=== Section Start ===
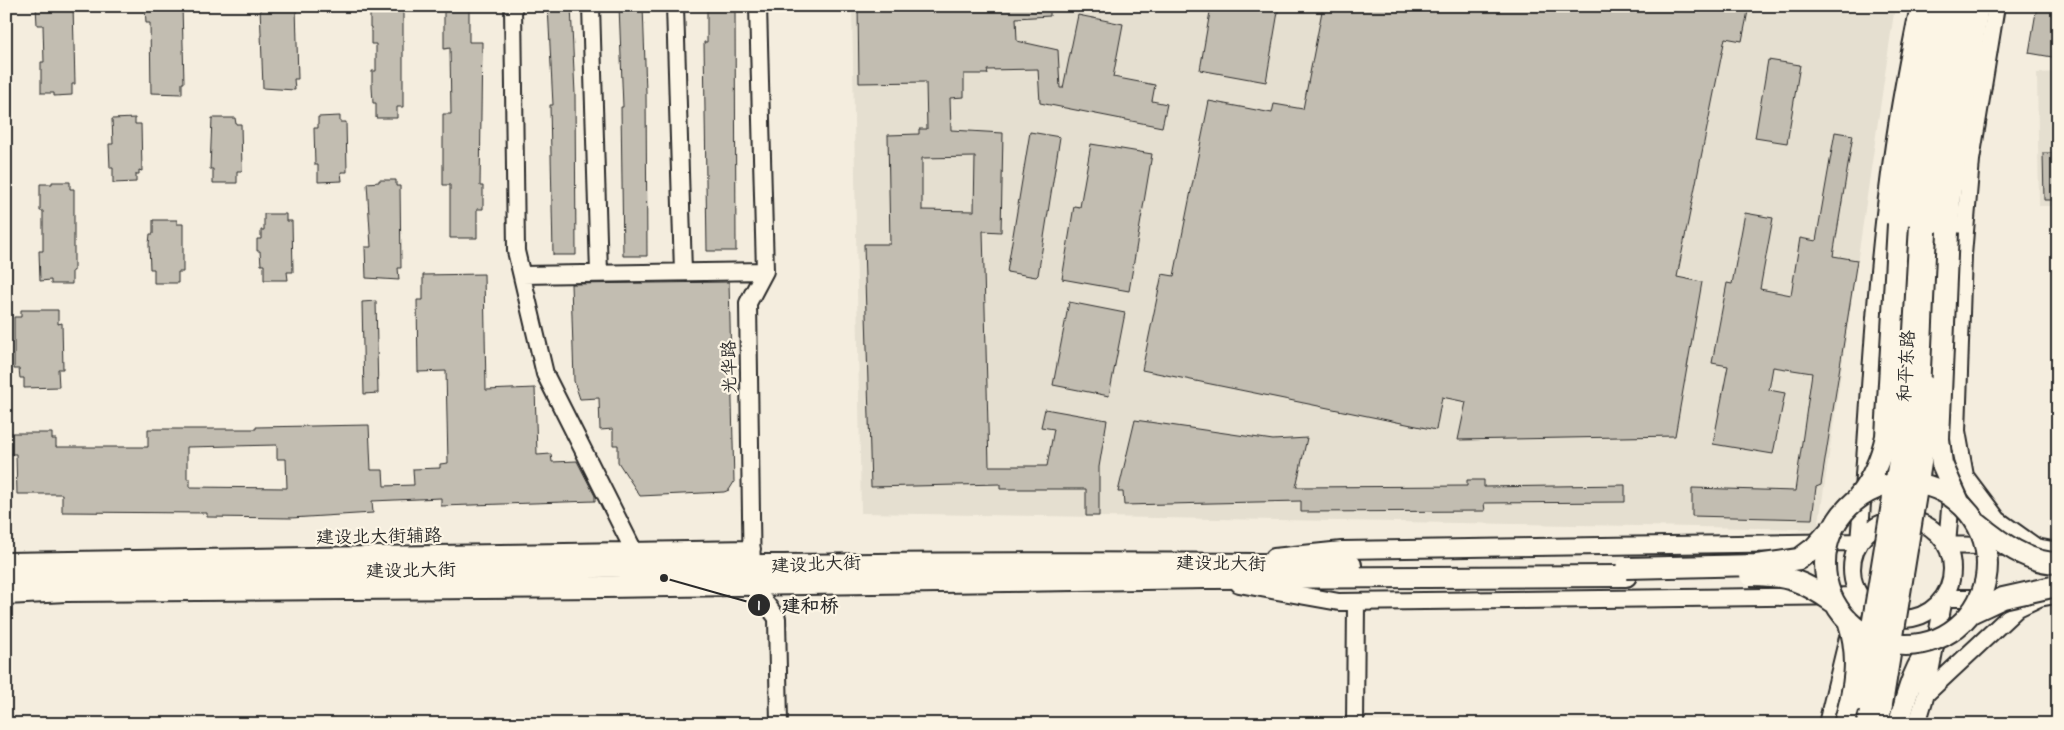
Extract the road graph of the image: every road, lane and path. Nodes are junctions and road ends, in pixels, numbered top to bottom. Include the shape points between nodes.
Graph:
1 (513, 6) edge
2 (591, 6) edge
3 (675, 6) edge
4 (758, 6) edge
5 (1919, 6) edge
6 (1932, 6) edge
7 (1946, 6) edge
8 (1966, 6) edge
9 (1978, 6) edge
10 (1996, 6) edge
11 (765, 271) junction
12 (683, 272) junction
13 (599, 273) junction
14 (522, 275) junction
15 (1957, 430) junction
16 (1886, 436) junction
17 (1938, 439) junction
18 (1856, 499) junction
19 (1959, 502) junction
20 (1977, 524) junction
21 (1834, 526) junction
22 (1859, 542) junction
23 (1947, 545) junction
24 (2036, 547) junction
25 (2058, 551) edge
26 (638, 559) junction
27 (6, 561) edge
28 (2058, 563) edge
29 (752, 567) junction
30 (1210, 570) junction
31 (1626, 572) junction
32 (6, 575) edge
33 (2052, 591) edge
34 (6, 594) edge
35 (1858, 596) junction
36 (1944, 598) junction
37 (1356, 602) junction
38 (1833, 602) junction
39 (1973, 612) junction
40 (1848, 620) junction
41 (1936, 640) junction
42 (1879, 656) junction
43 (1855, 677) junction
44 (1917, 692) junction
45 (779, 724) edge
46 (1355, 724) edge
47 (1827, 724) edge
48 (1844, 724) edge
49 (1856, 724) edge
50 (1877, 724) edge
51 (1899, 724) edge
52 (1917, 724) edge

1 - 14 street via 516,250
2 - 13 street
3 - 12 street
4 - 11 street, 光华路
5 - 22 street, 和平东路 via 1888,183
6 - 16 main road, bridge via 1904,152
7 - 42 highway, 和平东路, bridge via 1916,196 1900,461
8 - 42 highway, 和平东路, bridge via 1936,198 1920,463
9 - 17 main road, bridge via 1952,185
10 - 15 street via 1971,160 1963,255
11 - 12 street
11 - 29 street, 光华路 via 748,303
12 - 13 street
13 - 14 street
14 - 26 street via 546,374
15 - 23 street
15 - 24 street via 1965,476 1998,520
16 - 17 main road via 1898,455 1906,458 1923,454
16 - 18 main road, bridge via 1877,467
17 - 19 main road, bridge via 1942,464
18 - 19 main road, bridge via 1894,483 1921,483
18 - 21 main road, bridge
19 - 20 main road, bridge
20 - 28 main road, bridge via 2009,548 2041,561
20 - 39 main road, bridge via 1988,565 1985,588
21 - 31 main road, bridge via 1799,559 1757,565
21 - 38 main road, bridge via 1824,560 1826,582
22 - 23 street via 1871,529 1886,521 1904,518 1921,522 1936,531
22 - 30 street via 1342,550
22 - 35 street via 1851,569
23 - 24 street
23 - 36 street via 1953,572
24 - 25 street
26 - 27 street, 建设北大街辅路
26 - 29 main road, 建设北大街
26 - 32 main road, 建设北大街
29 - 30 main road, 建设北大街 via 890,562
29 - 34 main road
29 - 45 street via 777,618
30 - 31 main road, 建设北大街
30 - 37 street via 1339,602
31 - 38 main road, bridge via 1791,578
33 - 36 street
33 - 39 main road, bridge via 2002,598
33 - 44 street via 2018,608
35 - 36 street via 1884,617 1901,620 1917,618
35 - 37 street
35 - 47 street
36 - 44 street
37 - 46 street
38 - 40 main road, bridge
39 - 41 main road, bridge via 1960,625
40 - 41 main road, bridge via 1854,627 1880,641 1908,646
40 - 43 main road, bridge via 1854,638
41 - 44 main road via 1924,653 1914,672
42 - 43 main road via 1863,662
42 - 44 main road via 1896,658
42 - 49 highway, 和平东路, bridge
42 - 50 highway, 和平东路, bridge
43 - 48 main road, bridge
44 - 51 main road
44 - 52 street

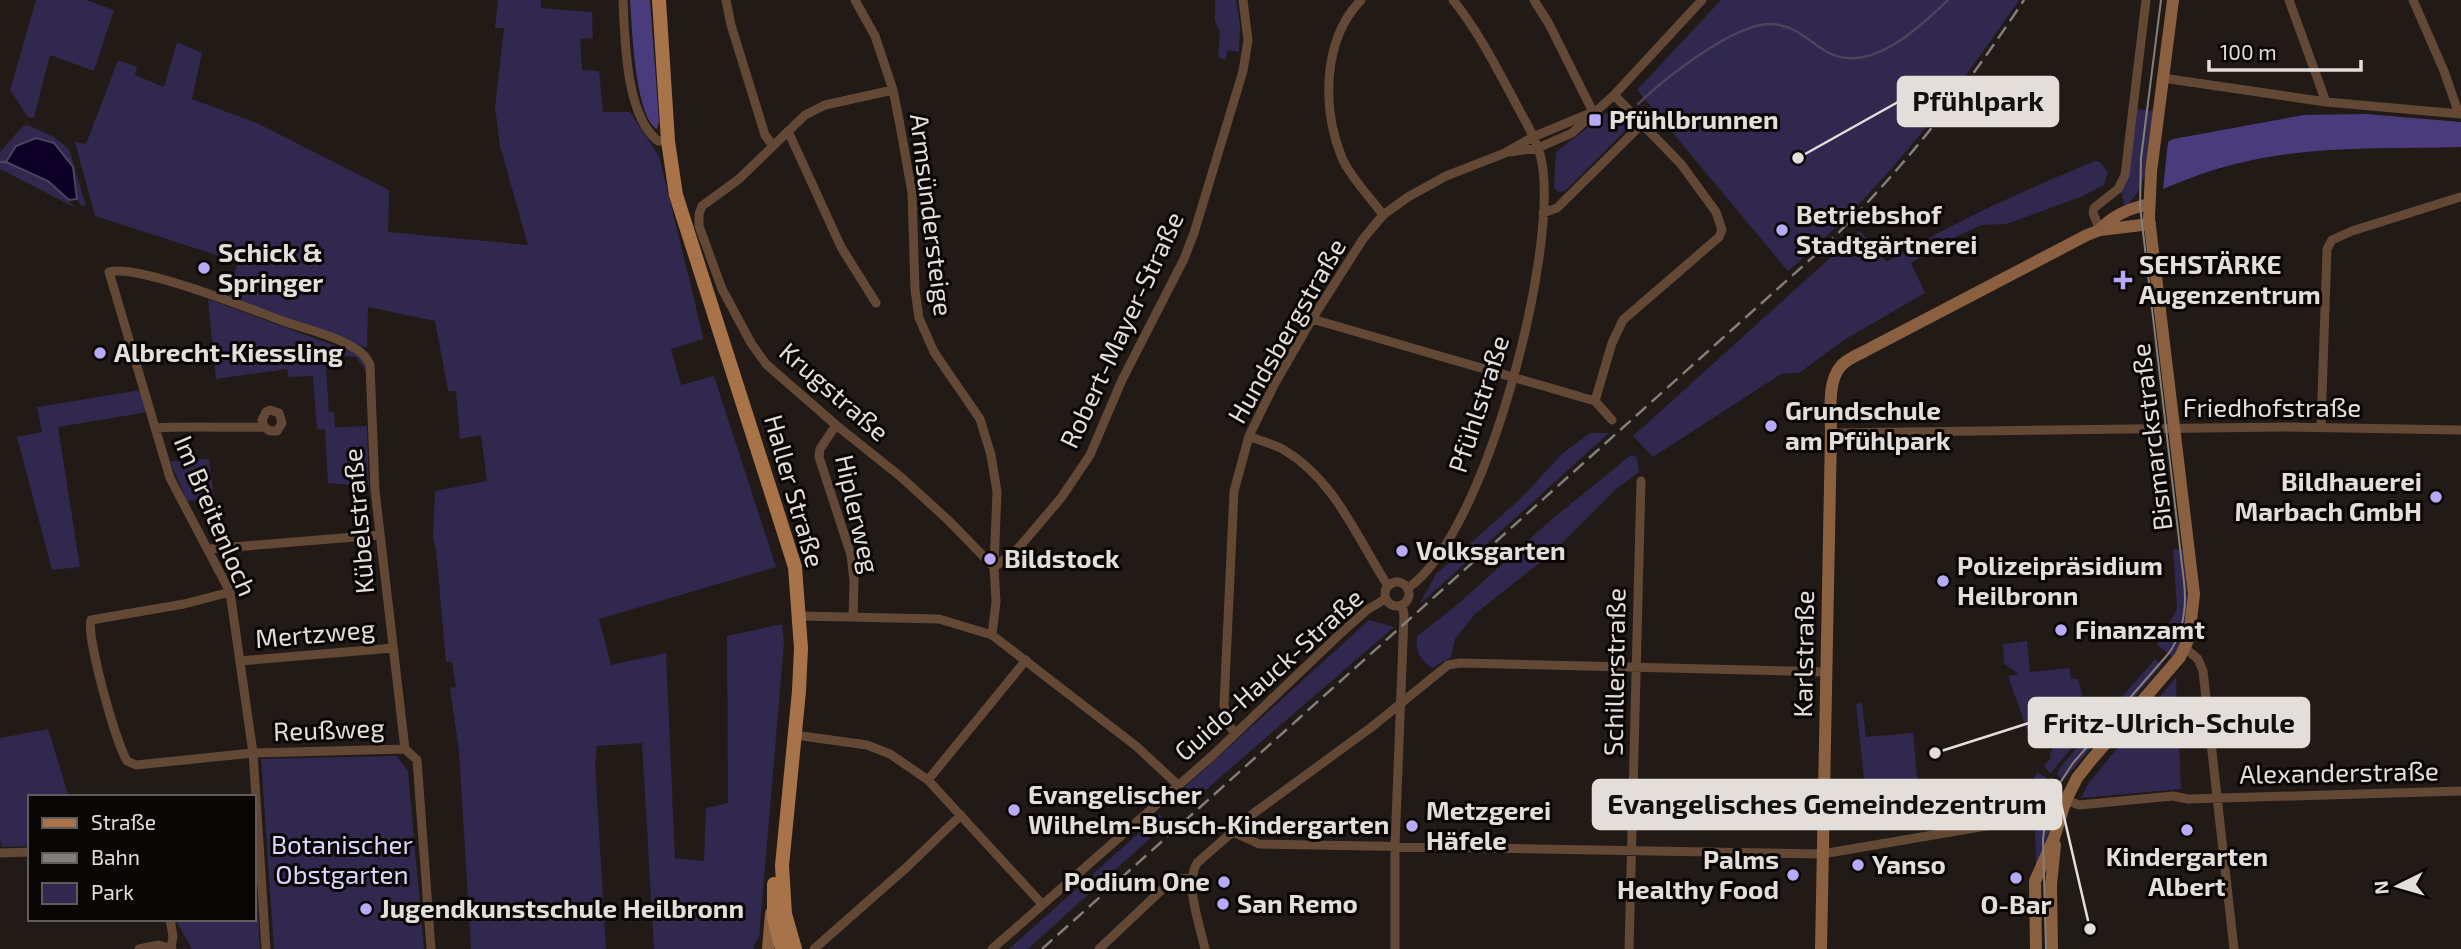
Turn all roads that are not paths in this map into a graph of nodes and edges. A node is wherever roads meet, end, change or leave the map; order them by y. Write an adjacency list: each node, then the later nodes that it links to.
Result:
1 (623, 0): 23 (street)
2 (659, 0): 23 (main road, Haller Straße)
3 (726, 0): 24 (street)
4 (855, 0): 15 (street, Armsündersteige)
5 (1243, 0): 50 (street, Robert-Mayer-Straße)
6 (1361, 0): 30 (street)
7 (1454, 0): 22 (street)
8 (1534, 0): 18 (street)
9 (1702, 0): 16 (street)
10 (2146, 0): 32 (street)
11 (2173, 0): 14 (street, Bismarckstraße)
12 (2288, 0): 17 (street)
13 (2413, 0): 19 (street)
14 (2163, 78): 17 (street); 28 (street, Bismarckstraße)
15 (893, 90): 21 (street); 50 (street, Armsündersteige)
16 (1614, 94): 18 (street); 20 (street)
17 (2326, 102): 19 (street)
18 (1594, 111): 22 (street, Hundsbergstraße); 25 (street, Hundsbergstraße)
19 (2460, 114)
20 (1641, 125): 29 (street); 37 (street)
21 (788, 131): 24 (street); 34 (street)
22 (1533, 137): 25 (street, Pfühlstraße); 26 (street, Hundsbergstraße)
23 (668, 141): 56 (main road, Haller Straße)
24 (773, 146): 39 (street, Krugstraße)
25 (1538, 148): 26 (street, Hundsbergstraße); 29 (street, Pfühlstraße)
26 (1505, 153): 30 (street, Hundsbergstraße)
27 (2460, 197): 41 (street)
28 (2149, 204): 31 (street, Bismarckstraße); 32 (street)
29 (1543, 213): 36 (street, Pfühlstraße)
30 (1383, 215): 35 (street, Hundsbergstraße)
31 (2150, 221): 32 (street); 43 (street, Bismarckstraße)
32 (2100, 230): 45 (street, Karlstraße)
33 (109, 272): 42 (street, Im Breitenloch); 48 (street, Kübelstraße)
34 (876, 303)
35 (1312, 318): 36 (street); 46 (street, Hundsbergstraße)
36 (1514, 378): 37 (street); 52 (street, Pfühlstraße)
37 (1595, 401): 38 (street)
38 (1612, 420)
39 (836, 425): 50 (street, Krugstraße); 57 (street, Hiplerweg)
40 (264, 426): 42 (street)
41 (2321, 426): 43 (street, Friedhofstraße); 44 (street, Friedhofstraße)
42 (155, 428): 49 (street, Im Breitenloch)
43 (2174, 429): 45 (street, Friedhofstraße); 60 (street, Bismarckstraße)
44 (2461, 430)
45 (1831, 433): 64 (street, Karlstraße)
46 (1249, 436): 51 (street); 66 (street, Hundsbergstraße)
47 (1641, 481): 63 (street, Schillerstraße)
48 (379, 535): 49 (street); 59 (street, Kübelstraße)
49 (209, 549): 53 (street, Im Breitenloch)
50 (993, 567): 58 (street, Armsündersteige)
51 (1388, 586): 52 (street); 54 (street)
52 (1408, 588): 55 (street)
53 (230, 592): 62 (street, Im Breitenloch); 69 (street, Reußweg)
54 (1385, 599): 55 (street); 66 (street, Guido-Hauck-Straße)
55 (1402, 606): 65 (street)
56 (800, 616): 57 (street); 67 (main road, Haller Straße)
57 (853, 617): 58 (street)
58 (992, 635): 61 (street)
59 (393, 648): 62 (street, Mertzweg); 68 (street, Kübelstraße)
60 (2185, 648): 74 (street); 76 (street, Bismarckstraße)
61 (1026, 660): 70 (street); 71 (street)
62 (240, 662): 69 (street, Im Breitenloch)
63 (1636, 666): 64 (street); 65 (street); 83 (street, Schillerstraße)
64 (1827, 671): 86 (street, Karlstraße)
65 (1402, 704): 80 (street); 82 (street)
66 (1235, 733): 71 (street, Guido-Hauck-Straße)
67 (795, 736): 70 (street); 77 (main road, Haller Straße)
68 (405, 748): 69 (street, Reußweg); 94 (street, Kübelstraße)
69 (253, 753): 73 (street, Im Breitenloch)
70 (928, 780): 78 (street)
71 (1178, 785): 89 (street, Guido-Hauck-Straße)
72 (2461, 791): 74 (street, Alexanderstraße)
73 (256, 795)
74 (2218, 797): 76 (street, Alexanderstraße); 107 (street)
75 (256, 798): 93 (street, Im Breitenloch)
76 (2066, 800): 81 (street, Bismarckstraße)
77 (785, 813): 88 (main road); 97 (main road)
78 (961, 815): 89 (street); 98 (street)
79 (2027, 819): 86 (street)
80 (1233, 832): 82 (street); 87 (street)
81 (2054, 838): 105 (street); 106 (street)
82 (1395, 846): 83 (street); 102 (street)
83 (1632, 850): 86 (street); 103 (street, Schillerstraße)
84 (28, 852): 85 (street)
85 (0, 853)
86 (1822, 854): 104 (street, Karlstraße)
87 (1191, 878): 100 (street); 101 (street)
88 (773, 892): 95 (street); 96 (main road)
89 (1042, 904): 99 (street, Guido-Hauck-Straße)
90 (170, 921): 92 (street)
91 (139, 949): 92 (street)
92 (172, 949)
93 (266, 949)
94 (431, 949)
95 (768, 949)
96 (782, 949)
97 (795, 949)
98 (814, 949)
99 (992, 949)
100 (1099, 949)
101 (1205, 949)
102 (1395, 949)
103 (1629, 949)
104 (1821, 949)
105 (2036, 949)
106 (2052, 949)
107 (2234, 949)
=== Section End ===
__THE PROBLEM__.
Search the listing above for the string "Krugstraße". Copy every line that contains it.

__ANSWER BOX__.
24 (773, 146): 39 (street, Krugstraße)
39 (836, 425): 50 (street, Krugstraße); 57 (street, Hiplerweg)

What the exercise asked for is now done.